[Problem to solve] Produce a faithful copy of every record below, without the pictures.

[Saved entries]
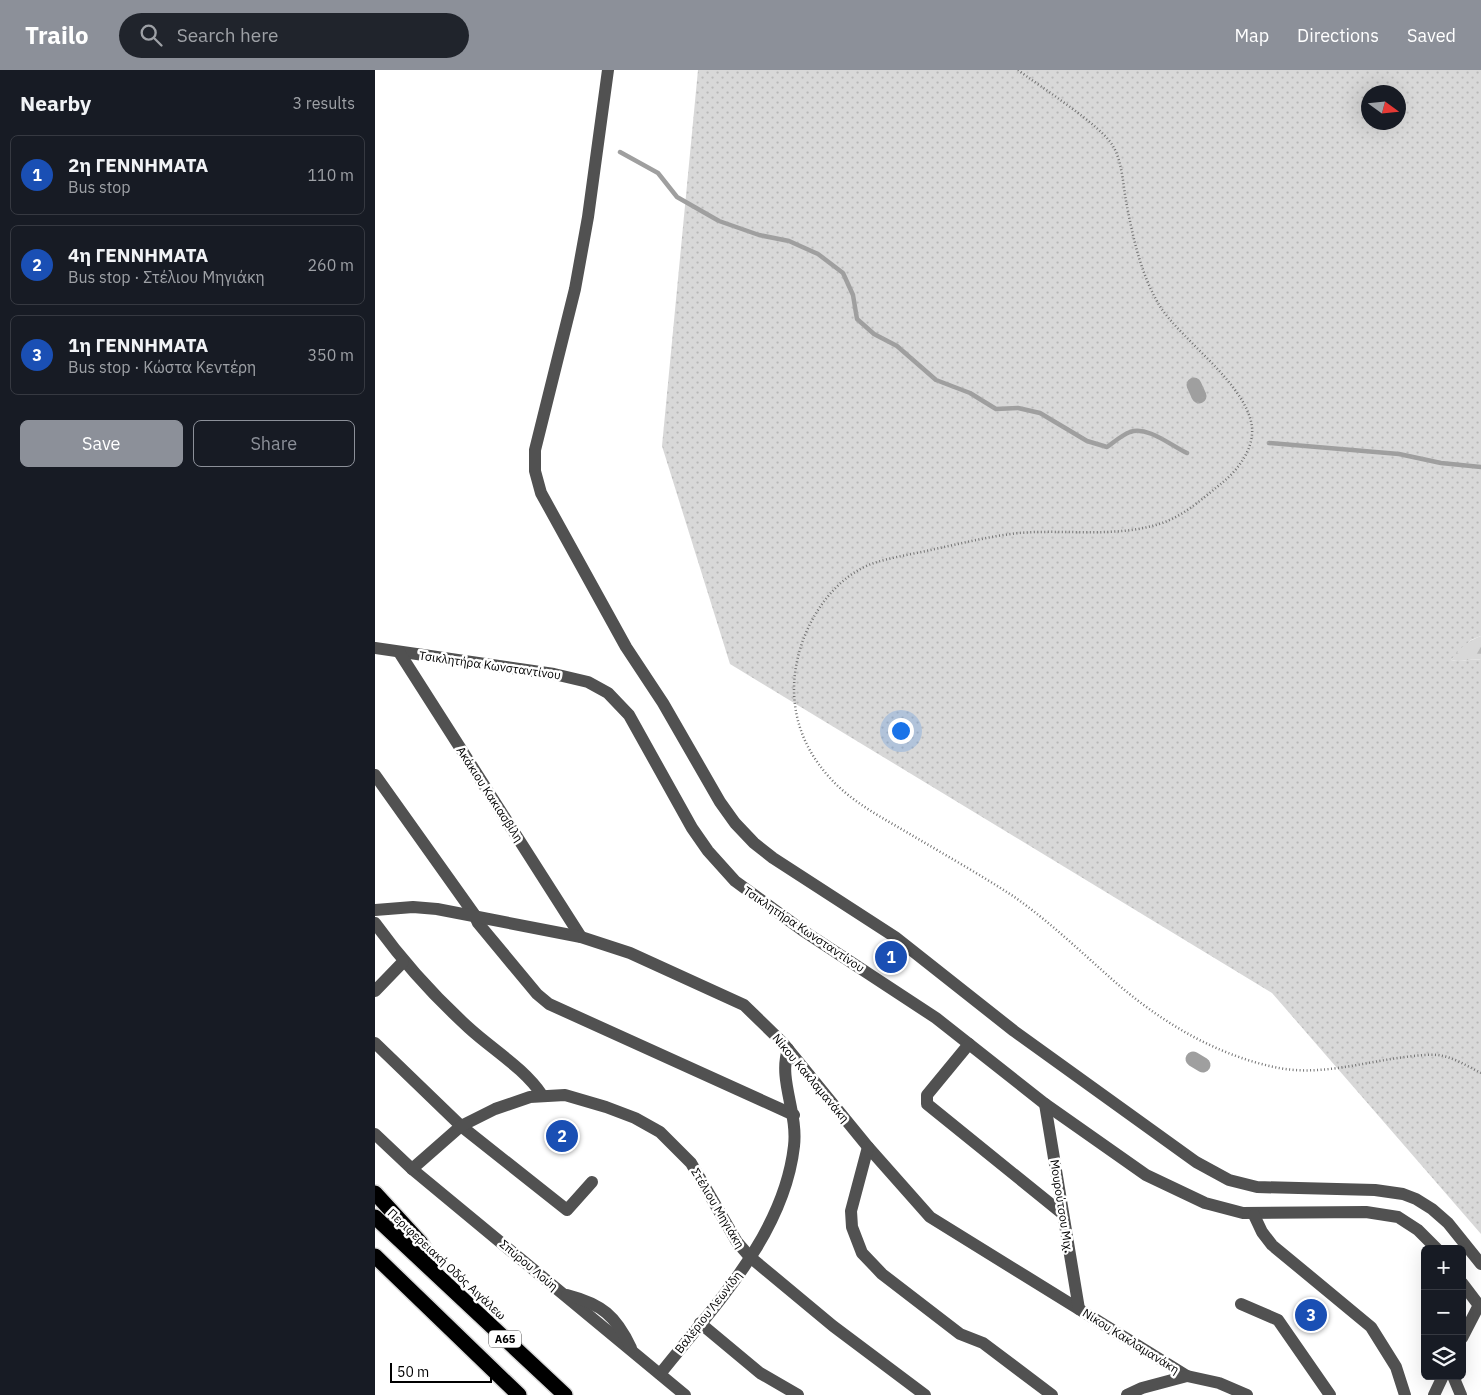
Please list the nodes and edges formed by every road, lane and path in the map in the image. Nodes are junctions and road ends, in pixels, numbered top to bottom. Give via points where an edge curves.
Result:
1 (608, 70) edge
2 (1017, 70) edge
3 (375, 648) edge
4 (399, 652) junction
5 (375, 775) edge
6 (375, 910) edge
7 (475, 914) junction
8 (375, 923) edge
9 (581, 936) junction
10 (403, 962) junction
11 (375, 991) edge
12 (375, 1043) edge
13 (969, 1044) junction
14 (788, 1049) junction
15 (1481, 1074) edge
16 (542, 1095) junction
17 (1045, 1104) junction
18 (795, 1115) junction
19 (461, 1126) junction
20 (375, 1134) edge
21 (868, 1147) junction
22 (413, 1169) junction
23 (592, 1182) dead end
24 (375, 1193) edge
25 (1063, 1214) junction
26 (1254, 1215) junction
27 (375, 1217) edge
28 (1432, 1245) edge
29 (375, 1256) edge
30 (750, 1257) junction
31 (1481, 1264) edge
32 (445, 1284) junction
33 (1466, 1288) edge
34 (1241, 1304) dead end
35 (1480, 1307) edge
36 (1079, 1309) junction
37 (700, 1323) junction
38 (1464, 1335) edge
39 (660, 1374) junction
40 (1187, 1376) junction
41 (1441, 1380) edge
42 (1455, 1380) edge
43 (519, 1395) edge
44 (565, 1395) edge
45 (685, 1395) edge
46 (798, 1395) edge
47 (925, 1395) edge
48 (1052, 1395) edge
49 (1127, 1395) edge
50 (1247, 1395) edge
51 (1331, 1395) edge
52 (1405, 1395) edge
53 (1434, 1395) edge
54 (1461, 1395) edge

1 - 31 street via 588,218 575,289 535,450 535,471 541,493 626,647 735,823 773,858 895,937 1014,1031 1195,1162 1229,1180 1257,1187 1375,1190 1403,1194 1432,1209 1448,1223
2 - 15 path via 1087,121 1114,146 1141,267 1154,297 1168,318 1235,390 1251,427 1250,442 1243,461 1230,477 1196,504 1157,525 1127,530 1019,533 993,537 871,564 852,574 829,595 813,618 800,648 792,694 807,745 824,771 849,796 1013,896 1148,1008 1198,1039 1230,1054 1285,1069 1311,1071 1440,1055
3 - 4 street, Τσικλητήρα Κωνσταντίνου
4 - 9 street, Ακάκιου Κακιασβίλη
4 - 13 street, Τσικλητήρα Κωνσταντίνου via 554,674 587,682 608,693 629,715 692,828 735,881
5 - 7 street
6 - 7 street, Νίκου Κακλαμανάκη via 413,907
7 - 9 street, Νίκου Κακλαμανάκη
7 - 18 street via 478,923 524,979 549,1004
8 - 10 street
9 - 14 street, Νίκου Κακλαμανάκη via 630,953 744,1005
10 - 11 street
10 - 16 street via 444,1005 522,1072
12 - 19 street
13 - 17 street, Τσικλητήρα Κωνσταντίνου
13 - 25 street via 927,1095 927,1104
14 - 18 street, Βαλέριου Λεωνίδη via 786,1082
14 - 21 street, Νίκου Κακλαμανάκη
16 - 19 street, Στέλιου Μηγιάκη via 495,1109
16 - 30 street, Στέλιου Μηγιάκη via 583,1099 623,1113 660,1132 691,1163 737,1242
17 - 25 street, Μουρούτσου Μιχ.
17 - 26 street, Τσικλητήρα Κωνσταντίνου via 1146,1175 1211,1206
18 - 30 street, Βαλέριου Λεωνίδη via 794,1146 788,1174 767,1226
19 - 22 street, Στέλιου Μηγιάκη
19 - 23 street via 567,1210
20 - 22 street, Σπύρου Λούη
21 - 36 street, Νίκου Κακλαμανάκη via 930,1217
21 - 48 street via 851,1211 852,1227 862,1253 882,1274 960,1334 983,1343
22 - 39 street, Σπύρου Λούη
24 - 32 highway via 420,1242
25 - 36 street, Μουρούτσου Μιχ.
26 - 28 street, Τσικλητήρα Κωνσταντίνου via 1376,1212 1397,1217
26 - 52 street via 1272,1245 1371,1326 1396,1367
27 - 32 highway, Περιφερειακή Οδός Αιγάλεω / Α65
29 - 43 highway, Α65
30 - 37 street, Βαλέριου Λεωνίδη
30 - 47 street, Στέλιου Μηγιάκη via 833,1326
32 - 44 highway, Περιφερειακή Οδός Αιγάλεω / Α65
33 - 35 street
34 - 51 street via 1278,1320
35 - 38 street
36 - 40 street, Νίκου Κακλαμανάκη
37 - 39 street, Βαλέριου Λεωνίδη
37 - 46 street via 760,1373
39 - 45 street, Σπύρου Λούη
40 - 49 street
40 - 50 street via 1219,1383
41 - 53 street
42 - 54 street

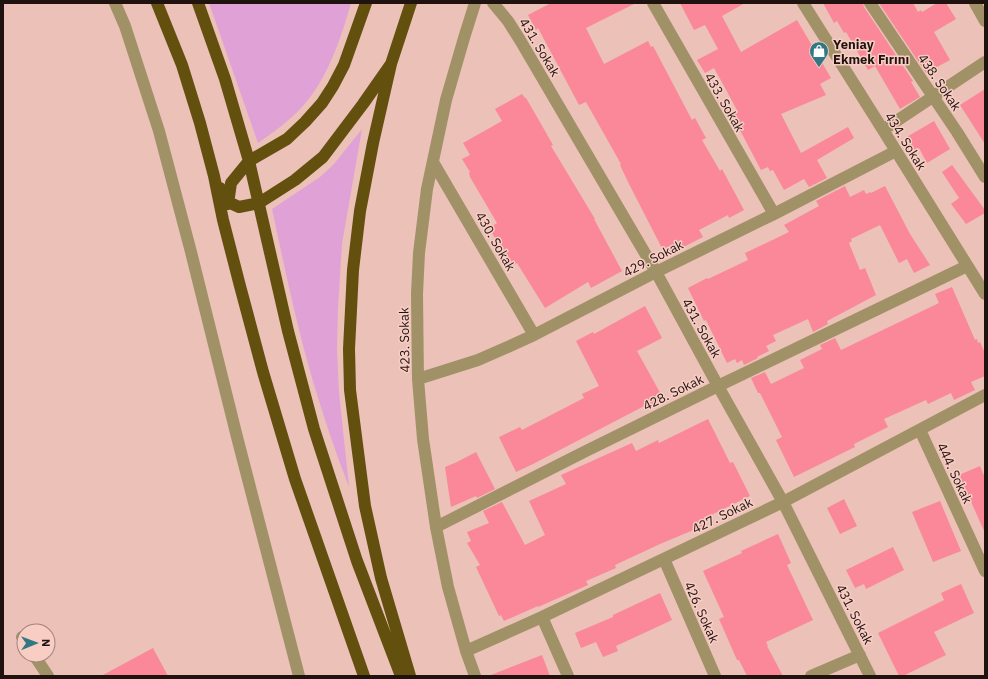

[Response]
Please list the nodes and edges formed by every road, lane and path in the map in the image. Nodes are junctions and road ends, in pixels, numbered top to bottom. Give via points where an edge curves.
Result:
1 (608, 70) edge
2 (1017, 70) edge
3 (375, 648) edge
4 (399, 652) junction
5 (375, 775) edge
6 (375, 910) edge
7 (475, 914) junction
8 (375, 923) edge
9 (581, 936) junction
10 (403, 962) junction
11 (375, 991) edge
12 (375, 1043) edge
13 (969, 1044) junction
14 (788, 1049) junction
15 (1481, 1074) edge
16 (542, 1095) junction
17 (1045, 1104) junction
18 (795, 1115) junction
19 (461, 1126) junction
20 (375, 1134) edge
21 (868, 1147) junction
22 (413, 1169) junction
23 (592, 1182) dead end
24 (375, 1193) edge
25 (1063, 1214) junction
26 (1254, 1215) junction
27 (375, 1217) edge
28 (1432, 1245) edge
29 (375, 1256) edge
30 (750, 1257) junction
31 (1481, 1264) edge
32 (445, 1284) junction
33 (1466, 1288) edge
34 (1241, 1304) dead end
35 (1480, 1307) edge
36 (1079, 1309) junction
37 (700, 1323) junction
38 (1464, 1335) edge
39 (660, 1374) junction
40 (1187, 1376) junction
41 (1441, 1380) edge
42 (1455, 1380) edge
43 (519, 1395) edge
44 (565, 1395) edge
45 (685, 1395) edge
46 (798, 1395) edge
47 (925, 1395) edge
48 (1052, 1395) edge
49 (1127, 1395) edge
50 (1247, 1395) edge
51 (1331, 1395) edge
52 (1405, 1395) edge
53 (1434, 1395) edge
54 (1461, 1395) edge

1 - 31 street via 588,218 575,289 535,450 535,471 541,493 626,647 735,823 773,858 895,937 1014,1031 1195,1162 1229,1180 1257,1187 1375,1190 1403,1194 1432,1209 1448,1223
2 - 15 path via 1087,121 1114,146 1141,267 1154,297 1168,318 1235,390 1251,427 1250,442 1243,461 1230,477 1196,504 1157,525 1127,530 1019,533 993,537 871,564 852,574 829,595 813,618 800,648 792,694 807,745 824,771 849,796 1013,896 1148,1008 1198,1039 1230,1054 1285,1069 1311,1071 1440,1055
3 - 4 street, Τσικλητήρα Κωνσταντίνου
4 - 9 street, Ακάκιου Κακιασβίλη
4 - 13 street, Τσικλητήρα Κωνσταντίνου via 554,674 587,682 608,693 629,715 692,828 735,881
5 - 7 street
6 - 7 street, Νίκου Κακλαμανάκη via 413,907
7 - 9 street, Νίκου Κακλαμανάκη
7 - 18 street via 478,923 524,979 549,1004
8 - 10 street
9 - 14 street, Νίκου Κακλαμανάκη via 630,953 744,1005
10 - 11 street
10 - 16 street via 444,1005 522,1072
12 - 19 street
13 - 17 street, Τσικλητήρα Κωνσταντίνου
13 - 25 street via 927,1095 927,1104
14 - 18 street, Βαλέριου Λεωνίδη via 786,1082
14 - 21 street, Νίκου Κακλαμανάκη
16 - 19 street, Στέλιου Μηγιάκη via 495,1109
16 - 30 street, Στέλιου Μηγιάκη via 583,1099 623,1113 660,1132 691,1163 737,1242
17 - 25 street, Μουρούτσου Μιχ.
17 - 26 street, Τσικλητήρα Κωνσταντίνου via 1146,1175 1211,1206
18 - 30 street, Βαλέριου Λεωνίδη via 794,1146 788,1174 767,1226
19 - 22 street, Στέλιου Μηγιάκη
19 - 23 street via 567,1210
20 - 22 street, Σπύρου Λούη
21 - 36 street, Νίκου Κακλαμανάκη via 930,1217
21 - 48 street via 851,1211 852,1227 862,1253 882,1274 960,1334 983,1343
22 - 39 street, Σπύρου Λούη
24 - 32 highway via 420,1242
25 - 36 street, Μουρούτσου Μιχ.
26 - 28 street, Τσικλητήρα Κωνσταντίνου via 1376,1212 1397,1217
26 - 52 street via 1272,1245 1371,1326 1396,1367
27 - 32 highway, Περιφερειακή Οδός Αιγάλεω / Α65
29 - 43 highway, Α65
30 - 37 street, Βαλέριου Λεωνίδη
30 - 47 street, Στέλιου Μηγιάκη via 833,1326
32 - 44 highway, Περιφερειακή Οδός Αιγάλεω / Α65
33 - 35 street
34 - 51 street via 1278,1320
35 - 38 street
36 - 40 street, Νίκου Κακλαμανάκη
37 - 39 street, Βαλέριου Λεωνίδη
37 - 46 street via 760,1373
39 - 45 street, Σπύρου Λούη
40 - 49 street
40 - 50 street via 1219,1383
41 - 53 street
42 - 54 street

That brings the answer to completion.